* MATERIAL PROVIDED *
----------------------------------------

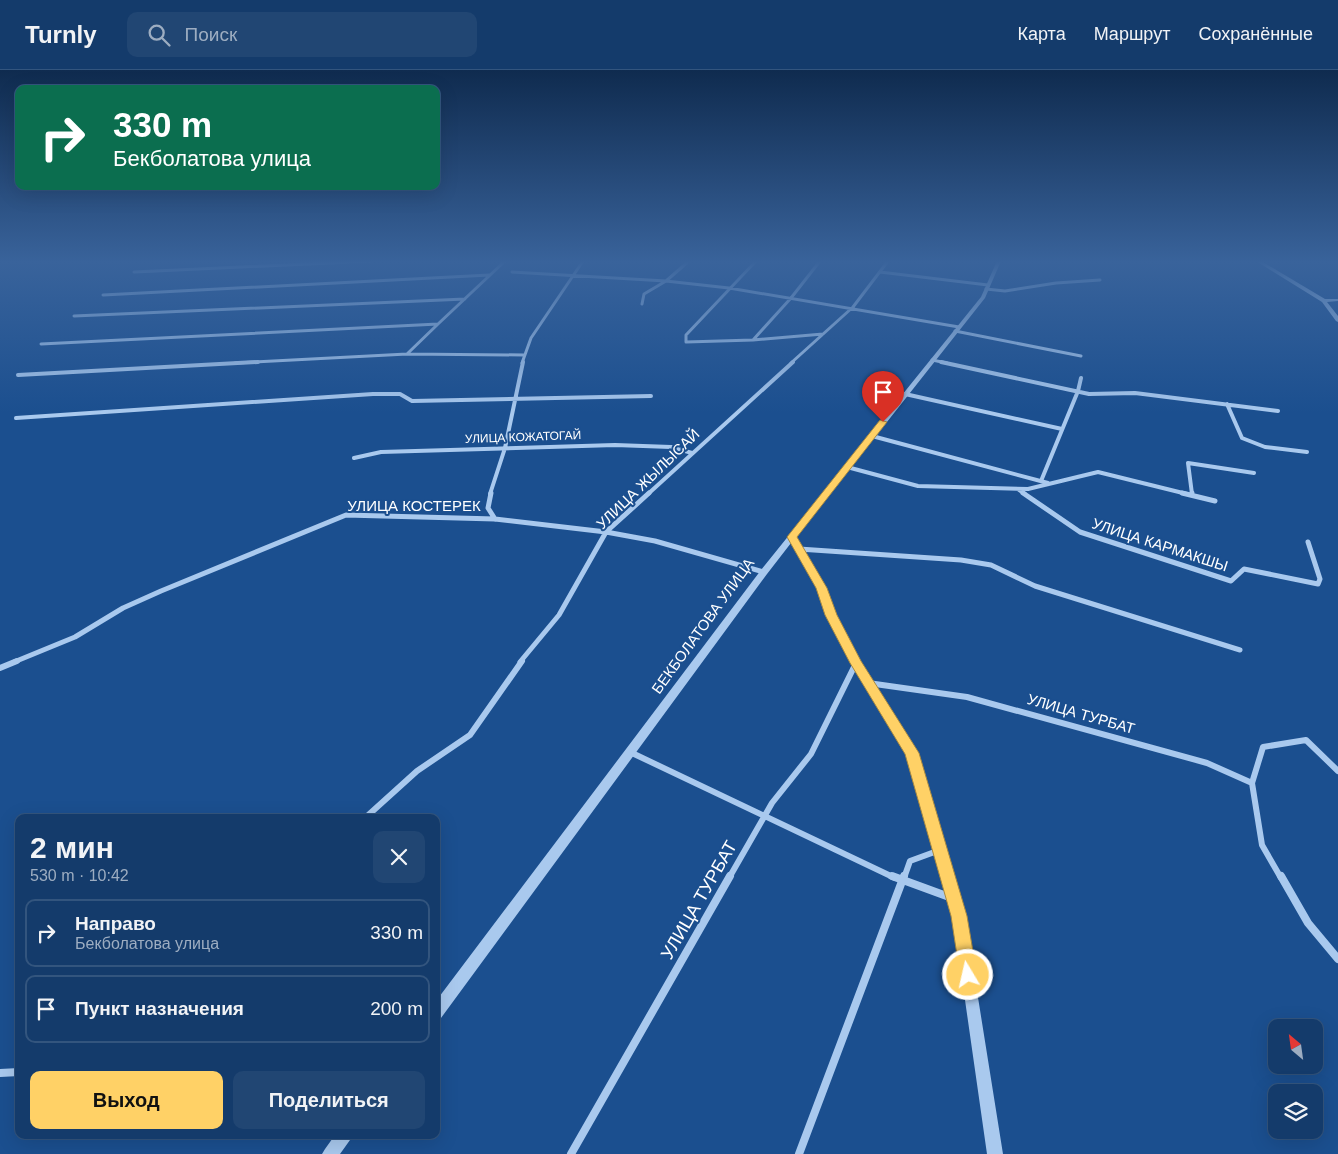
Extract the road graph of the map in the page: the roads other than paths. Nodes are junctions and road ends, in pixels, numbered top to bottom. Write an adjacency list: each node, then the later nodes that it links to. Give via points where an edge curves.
1 (176, 312): 9 (street)
2 (452, 312): 10 (street)
3 (549, 312): 16 (street, via 531,338)
4 (707, 312): 13 (street, via 686,335 686,342)
5 (779, 312): 13 (street)
6 (848, 312): 12 (street, УЛИЦА ЖЫЛЫСАЙ)
7 (875, 312): 11 (street)
8 (969, 312): 11 (street, БЕКБОЛАТОВА УЛИЦА)
9 (74, 316)
10 (438, 324): 14 (street); 15 (street)
11 (957, 329): 17 (street); 18 (street, БЕКБОЛАТОВА УЛИЦА)
12 (824, 334): 13 (street); 32 (street, УЛИЦА ЖЫЛЫСАЙ)
13 (753, 340)
14 (41, 344)
15 (407, 354): 16 (street); 19 (street)
16 (524, 356): 24 (street)
17 (1081, 356)
18 (932, 360): 21 (street); 22 (street, БЕКБОЛАТОВА УЛИЦА)
19 (18, 375)
20 (1081, 378): 21 (street)
21 (1078, 391): 25 (street, via 1089,394 1135,392); 28 (street)
22 (906, 394): 28 (street); 29 (street, БЕКБОЛАТОВА УЛИЦА)
23 (651, 396): 24 (street)
24 (513, 400): 27 (street, via 412,401 400,394 374,394); 30 (street)
25 (1227, 404): 26 (street); 31 (street, via 1242,438 1265,447)
26 (1278, 411)
27 (16, 418)
28 (1062, 429): 36 (street)
29 (872, 436): 34 (street, БЕКБОЛАТОВА УЛИЦА); 36 (street)
30 (505, 448): 32 (street, УЛИЦА КОЖАТОГАЙ, via 615,445 671,447); 33 (street, УЛИЦА КОЖАТОГАЙ, via 381,452); 41 (street, via 488,508)
31 (1307, 452)
32 (692, 453): 42 (street, УЛИЦА ЖЫЛЫСАЙ)
33 (354, 458)
34 (848, 467): 38 (street, via 918,486); 43 (street, БЕКБОЛАТОВА УЛИЦА)
35 (1254, 474): 39 (street, via 1188,463)
36 (1041, 482): 37 (street)
37 (1049, 484): 38 (street); 39 (street, via 1098,472)
38 (1018, 488): 44 (street, УЛИЦА КАРМАКШЫ, via 1080,532 1231,581 1244,569 1318,584 1320,579)
39 (1192, 495): 40 (street)
40 (1215, 501)
41 (495, 519): 42 (street, УЛИЦА КОСТЕРЕК); 49 (street, УЛИЦА КОСТЕРЕК, via 346,515 161,591 123,608 75,637)
42 (606, 532): 46 (street, УЛИЦА КОСТЕРЕК, via 655,541); 54 (street, УЛИЦА ЖЫЛЫСАЙ, via 559,615 514,670 470,735 417,771)
43 (792, 537): 45 (street); 46 (street, БЕКБОЛАТОВА УЛИЦА)
44 (1308, 542)
45 (799, 549): 47 (street, via 991,565 1035,586); 48 (street, via 822,588 831,615)
46 (764, 572): 51 (street, БЕКБОЛАТОВА УЛИЦА)
47 (1240, 650)
48 (856, 663): 50 (street); 55 (street, УЛИЦА ТУРБАТ, via 811,754)
49 (0, 668)
50 (868, 682): 53 (street, УЛИЦА ТУРБАТ, via 967,696 1207,763); 56 (street, via 912,753)
51 (632, 753): 55 (street); 60 (street, БЕКБОЛАТОВА УЛИЦА)
52 (1338, 771): 53 (street, via 1306,740 1263,747)
53 (1252, 783): 59 (street, via 1262,845 1308,923)
54 (369, 814)
55 (764, 817): 57 (street); 65 (street, УЛИЦА ТУРБАТ)
56 (940, 850): 57 (street, via 910,861); 58 (street)
57 (902, 881): 58 (street); 66 (street)
58 (954, 899): 67 (street)
59 (1338, 958)
60 (440, 1008)
61 (15, 1072): 62 (street)
62 (0, 1073)
63 (342, 1139): 64 (street)
64 (330, 1154)
65 (570, 1154)
66 (799, 1154)
67 (995, 1154)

----------------------------------------

* WORK TO COMPLETE *
Reprint the entries above exactly, images removed.

* ANSWER TO THIS TASK *
Extract the road graph of the map in the page: the roads other than paths. Nodes are junctions and road ends, in pixels, numbered top to bottom. Write an adjacency list: each node, then the later nodes that it links to. Give via points where an edge curves.
1 (176, 312): 9 (street)
2 (452, 312): 10 (street)
3 (549, 312): 16 (street, via 531,338)
4 (707, 312): 13 (street, via 686,335 686,342)
5 (779, 312): 13 (street)
6 (848, 312): 12 (street, УЛИЦА ЖЫЛЫСАЙ)
7 (875, 312): 11 (street)
8 (969, 312): 11 (street, БЕКБОЛАТОВА УЛИЦА)
9 (74, 316)
10 (438, 324): 14 (street); 15 (street)
11 (957, 329): 17 (street); 18 (street, БЕКБОЛАТОВА УЛИЦА)
12 (824, 334): 13 (street); 32 (street, УЛИЦА ЖЫЛЫСАЙ)
13 (753, 340)
14 (41, 344)
15 (407, 354): 16 (street); 19 (street)
16 (524, 356): 24 (street)
17 (1081, 356)
18 (932, 360): 21 (street); 22 (street, БЕКБОЛАТОВА УЛИЦА)
19 (18, 375)
20 (1081, 378): 21 (street)
21 (1078, 391): 25 (street, via 1089,394 1135,392); 28 (street)
22 (906, 394): 28 (street); 29 (street, БЕКБОЛАТОВА УЛИЦА)
23 (651, 396): 24 (street)
24 (513, 400): 27 (street, via 412,401 400,394 374,394); 30 (street)
25 (1227, 404): 26 (street); 31 (street, via 1242,438 1265,447)
26 (1278, 411)
27 (16, 418)
28 (1062, 429): 36 (street)
29 (872, 436): 34 (street, БЕКБОЛАТОВА УЛИЦА); 36 (street)
30 (505, 448): 32 (street, УЛИЦА КОЖАТОГАЙ, via 615,445 671,447); 33 (street, УЛИЦА КОЖАТОГАЙ, via 381,452); 41 (street, via 488,508)
31 (1307, 452)
32 (692, 453): 42 (street, УЛИЦА ЖЫЛЫСАЙ)
33 (354, 458)
34 (848, 467): 38 (street, via 918,486); 43 (street, БЕКБОЛАТОВА УЛИЦА)
35 (1254, 474): 39 (street, via 1188,463)
36 (1041, 482): 37 (street)
37 (1049, 484): 38 (street); 39 (street, via 1098,472)
38 (1018, 488): 44 (street, УЛИЦА КАРМАКШЫ, via 1080,532 1231,581 1244,569 1318,584 1320,579)
39 (1192, 495): 40 (street)
40 (1215, 501)
41 (495, 519): 42 (street, УЛИЦА КОСТЕРЕК); 49 (street, УЛИЦА КОСТЕРЕК, via 346,515 161,591 123,608 75,637)
42 (606, 532): 46 (street, УЛИЦА КОСТЕРЕК, via 655,541); 54 (street, УЛИЦА ЖЫЛЫСАЙ, via 559,615 514,670 470,735 417,771)
43 (792, 537): 45 (street); 46 (street, БЕКБОЛАТОВА УЛИЦА)
44 (1308, 542)
45 (799, 549): 47 (street, via 991,565 1035,586); 48 (street, via 822,588 831,615)
46 (764, 572): 51 (street, БЕКБОЛАТОВА УЛИЦА)
47 (1240, 650)
48 (856, 663): 50 (street); 55 (street, УЛИЦА ТУРБАТ, via 811,754)
49 (0, 668)
50 (868, 682): 53 (street, УЛИЦА ТУРБАТ, via 967,696 1207,763); 56 (street, via 912,753)
51 (632, 753): 55 (street); 60 (street, БЕКБОЛАТОВА УЛИЦА)
52 (1338, 771): 53 (street, via 1306,740 1263,747)
53 (1252, 783): 59 (street, via 1262,845 1308,923)
54 (369, 814)
55 (764, 817): 57 (street); 65 (street, УЛИЦА ТУРБАТ)
56 (940, 850): 57 (street, via 910,861); 58 (street)
57 (902, 881): 58 (street); 66 (street)
58 (954, 899): 67 (street)
59 (1338, 958)
60 (440, 1008)
61 (15, 1072): 62 (street)
62 (0, 1073)
63 (342, 1139): 64 (street)
64 (330, 1154)
65 (570, 1154)
66 (799, 1154)
67 (995, 1154)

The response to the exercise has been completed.